En la tarde del pasado domingo, los altares de las iglesias, abandonaron la austeridad propia del Adviento, para volver a llenarse de flores, como preparación a la gran fiesta del Nacimiento de Cristo. Se daba la circunstancia este año que la celebración del cuarto domingo de Adviento, coincidía con la Nochebuena, de manera que, en la Eucaristía de la mañana, los celebrantes vestían el color litúrgico morado, propio del Adviento, mientras que, en las Misas de la tarde, el color ya era blanco.
“Ha nacido el Salvador, el Mesías, el
Señor” se cantaba, mientras el Niño Jesús ocupaba su lugar en los Nacimientos
donde aún no había sido colocado.
Y hasta surgían nuevos belenes y eran expuestas a la veneración de los fieles muchas imágenes del Niño. Se recordaba así la llegada del Mesías, en un silencio apenas turbado por el canto de los ángeles que anunciaron su Nacimiento a los pastores de belén.

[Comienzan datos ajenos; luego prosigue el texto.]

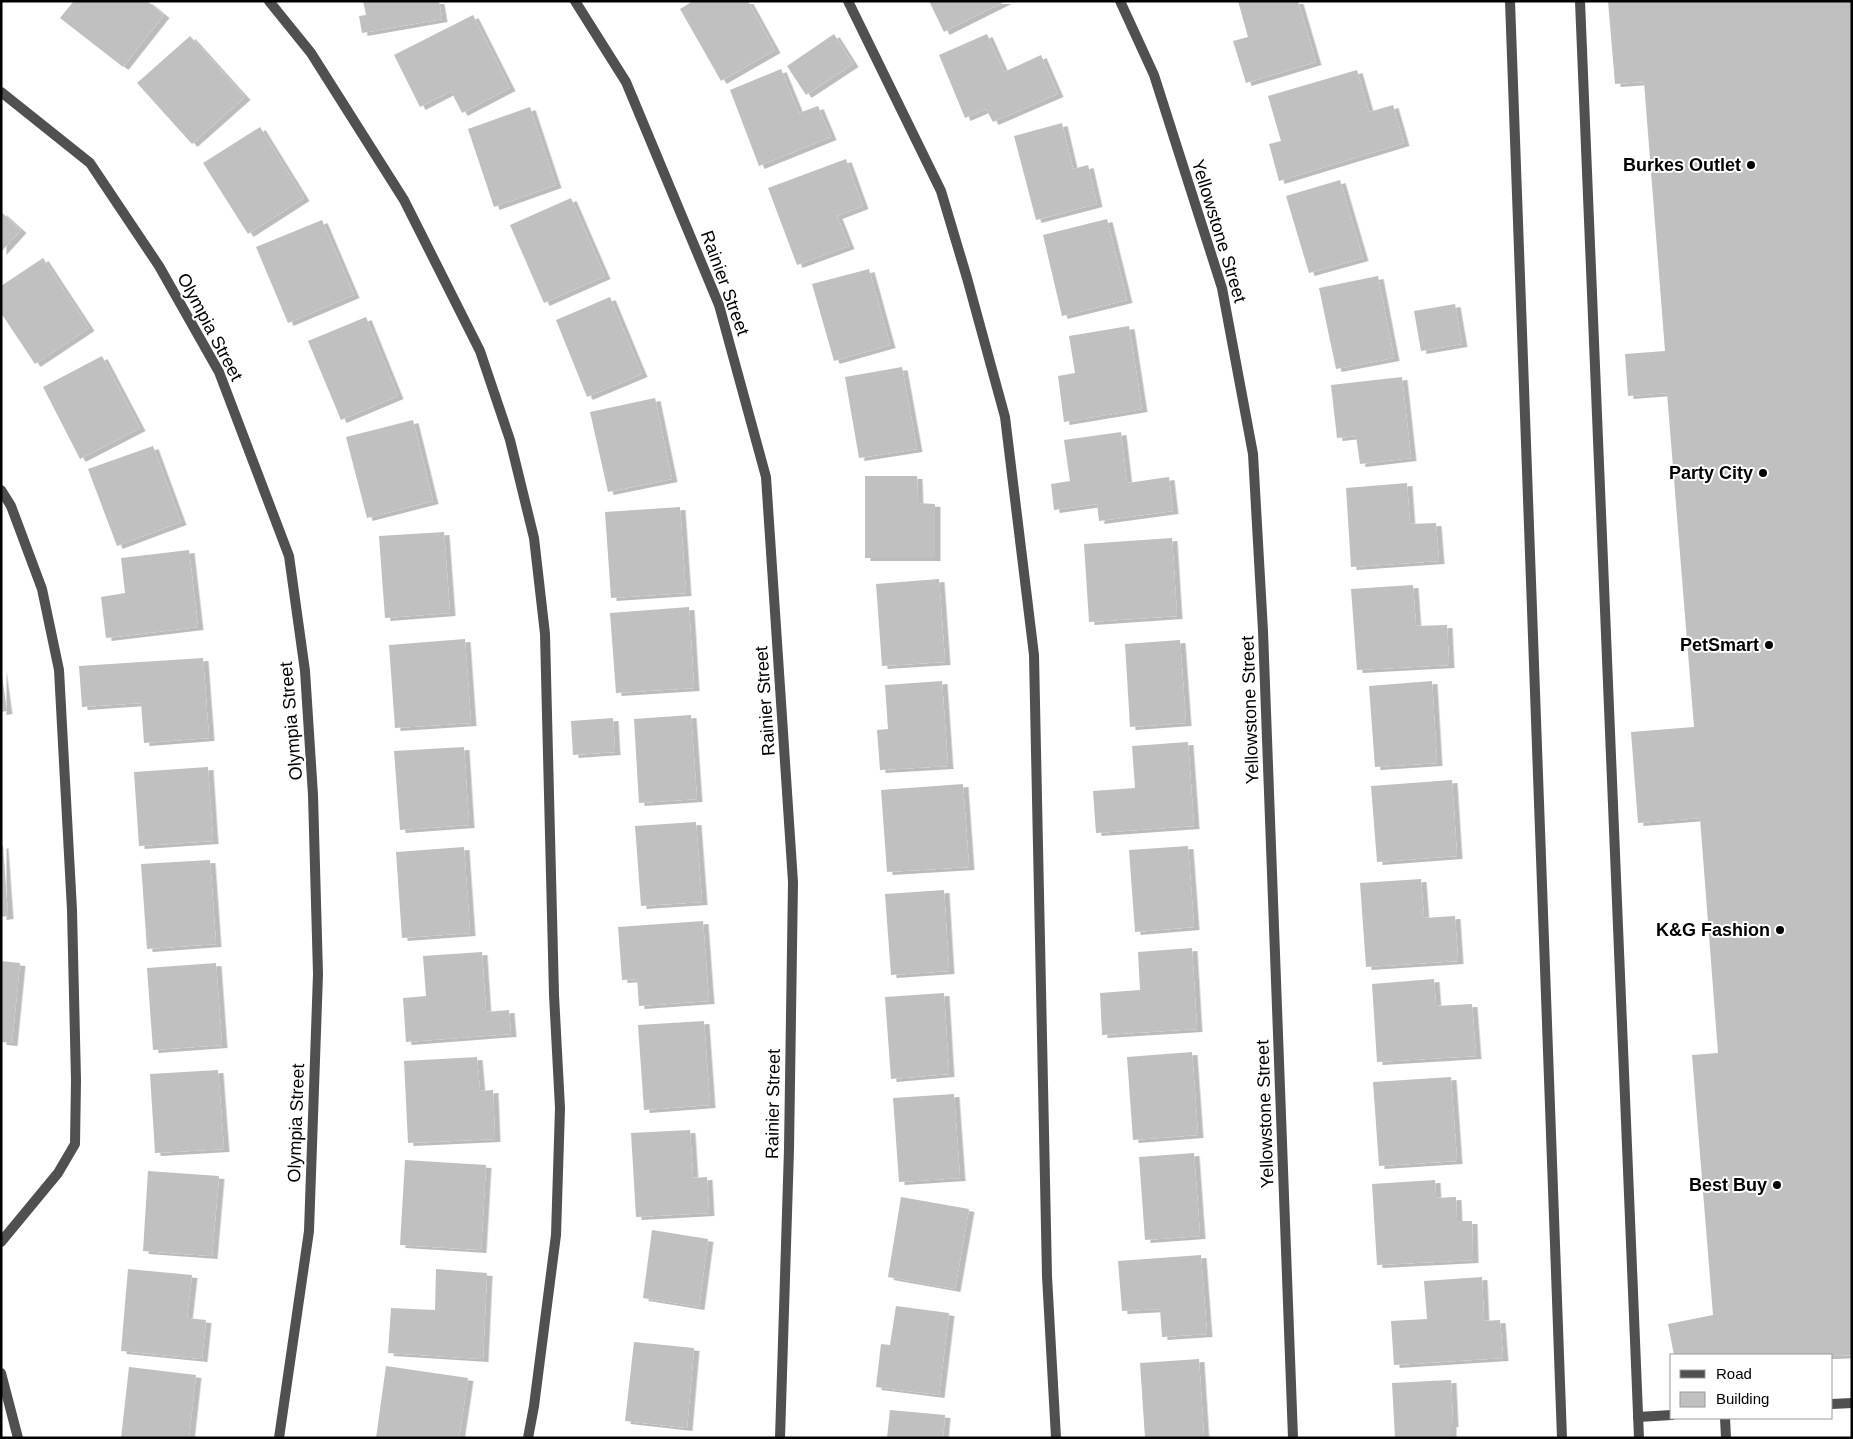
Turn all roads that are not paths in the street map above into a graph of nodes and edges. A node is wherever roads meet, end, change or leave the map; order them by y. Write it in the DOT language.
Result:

Desgraciadamente, el feroz consumismo
y, ahora el ruido, han venido a alterar el auténtico sentido de la Navidad, impidiendo
incluso la reunión tranquila de las familias en torno a la tradicional cena de
la Nochebuena. Como decía el sacerdote que presidió una de las Eucaristías de
ayer: El susurro, la sencillez con la que el Dios hecho hombre se hizo presente
entre nosotros, poco tiene que ver con esas ruidosas celebraciones más propias
de otras fechas, con todas sus secuelas.